* The data
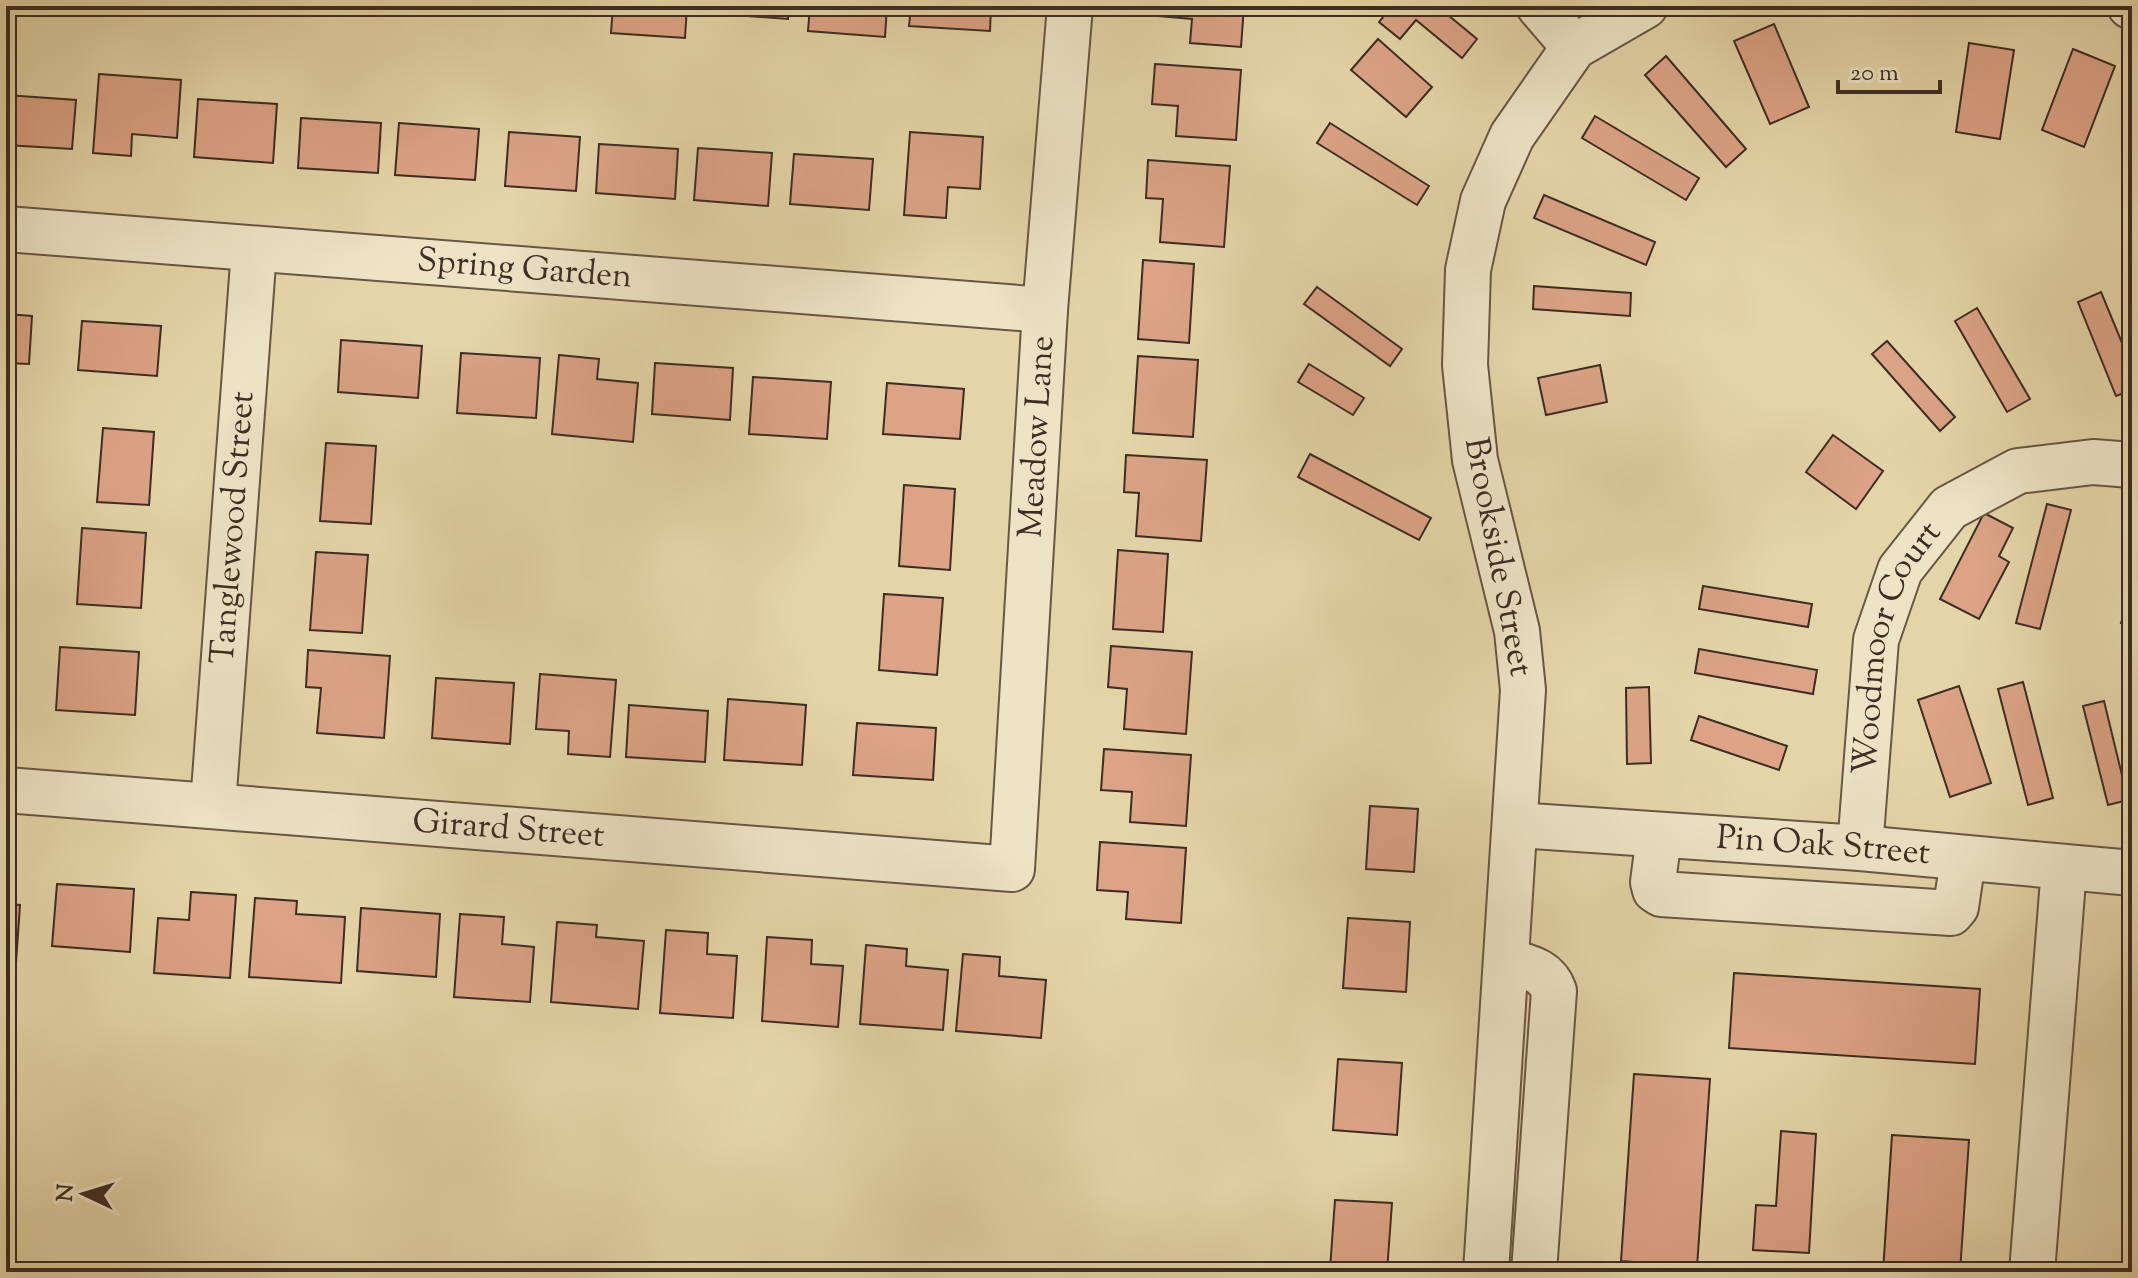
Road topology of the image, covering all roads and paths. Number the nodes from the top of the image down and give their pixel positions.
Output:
1 (1070, 6) edge
2 (1539, 6) edge
3 (1645, 6) edge
4 (1574, 47) junction
5 (6, 229) edge
6 (254, 250) junction
7 (1045, 310) junction
8 (2132, 465) edge
9 (6, 790) edge
10 (213, 805) junction
11 (1516, 825) junction
12 (1659, 836) junction
13 (1860, 848) junction
14 (1963, 859) junction
15 (2064, 868) junction
16 (1012, 869) joint
17 (2132, 873) edge
18 (1507, 961) junction
19 (1486, 1272) edge
20 (1534, 1272) edge
21 (2032, 1272) edge

1 - 7 street, Meadow Lane
2 - 4 street
3 - 4 street, Brookside Street
4 - 11 street, Brookside Street
5 - 6 street, Spring Garden
6 - 7 street, Spring Garden
6 - 10 street, Tanglewood Street
7 - 16 street, Meadow Lane
8 - 13 street, Woodmoor Court
9 - 10 street, Girard Street
10 - 16 street, Girard Street
11 - 12 street, Pin Oak Street
11 - 18 street, Brookside Street
12 - 13 street, Pin Oak Street
12 - 14 street
13 - 14 street, Pin Oak Street
14 - 15 street, Pin Oak Street
15 - 17 street, Pin Oak Street
15 - 21 street
18 - 19 street, Brookside Street
18 - 20 street

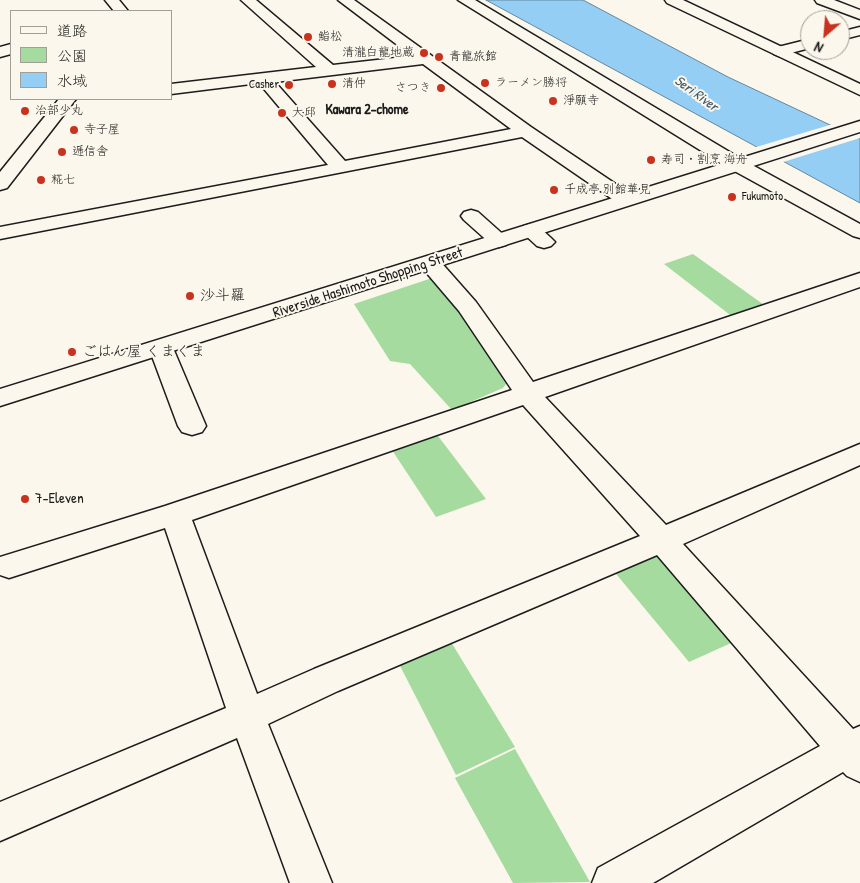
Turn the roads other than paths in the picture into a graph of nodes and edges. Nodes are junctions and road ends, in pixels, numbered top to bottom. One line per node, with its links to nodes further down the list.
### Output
1 (112, 0): 7 (street)
2 (248, 0): 12 (street)
3 (345, 0): 11 (street)
4 (465, 0): 21 (street)
5 (672, 0): 10 (street)
6 (822, 0): 8 (street)
7 (120, 10)
8 (860, 15)
9 (800, 46): 10 (street)
10 (780, 51): 15 (street)
11 (426, 59): 12 (street); 18 (street)
12 (330, 71): 13 (street)
13 (264, 79): 14 (street); 22 (street)
14 (172, 89)
15 (860, 90)
16 (67, 100): 20 (street)
17 (859, 127): 21 (street, Riverside Hashimoto Shopping Street)
18 (525, 131): 22 (street); 24 (street)
19 (0, 151): 20 (street)
20 (26, 152): 23 (street)
21 (745, 162): 24 (street, Riverside Hashimoto Shopping Street); 26 (street)
22 (341, 168): 27 (street)
23 (0, 184)
24 (625, 200): 28 (street, Riverside Hashimoto Shopping Street)
25 (471, 216): 28 (street)
26 (860, 232)
27 (0, 233)
28 (499, 241): 29 (street, Riverside Hashimoto Shopping Street)
29 (430, 264): 31 (street, Riverside Hashimoto Shopping Street); 32 (street)
30 (860, 280): 32 (street)
31 (162, 348): 33 (street, Riverside Hashimoto Shopping Street); 34 (street)
32 (532, 394): 36 (street); 37 (street)
33 (0, 398)
34 (192, 426)
35 (860, 454): 37 (street)
36 (175, 514): 38 (street); 39 (street)
37 (675, 550): 39 (street); 40 (street)
38 (9, 566)
39 (247, 716): 41 (street); 42 (street)
40 (856, 752): 43 (street)
41 (0, 822)
42 (311, 883)
43 (613, 883)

* Task directions
Please go line by line through the records above, copying each one that holds the string "Lane".

* Task response
1 - 7 street, Meadow Lane
7 - 16 street, Meadow Lane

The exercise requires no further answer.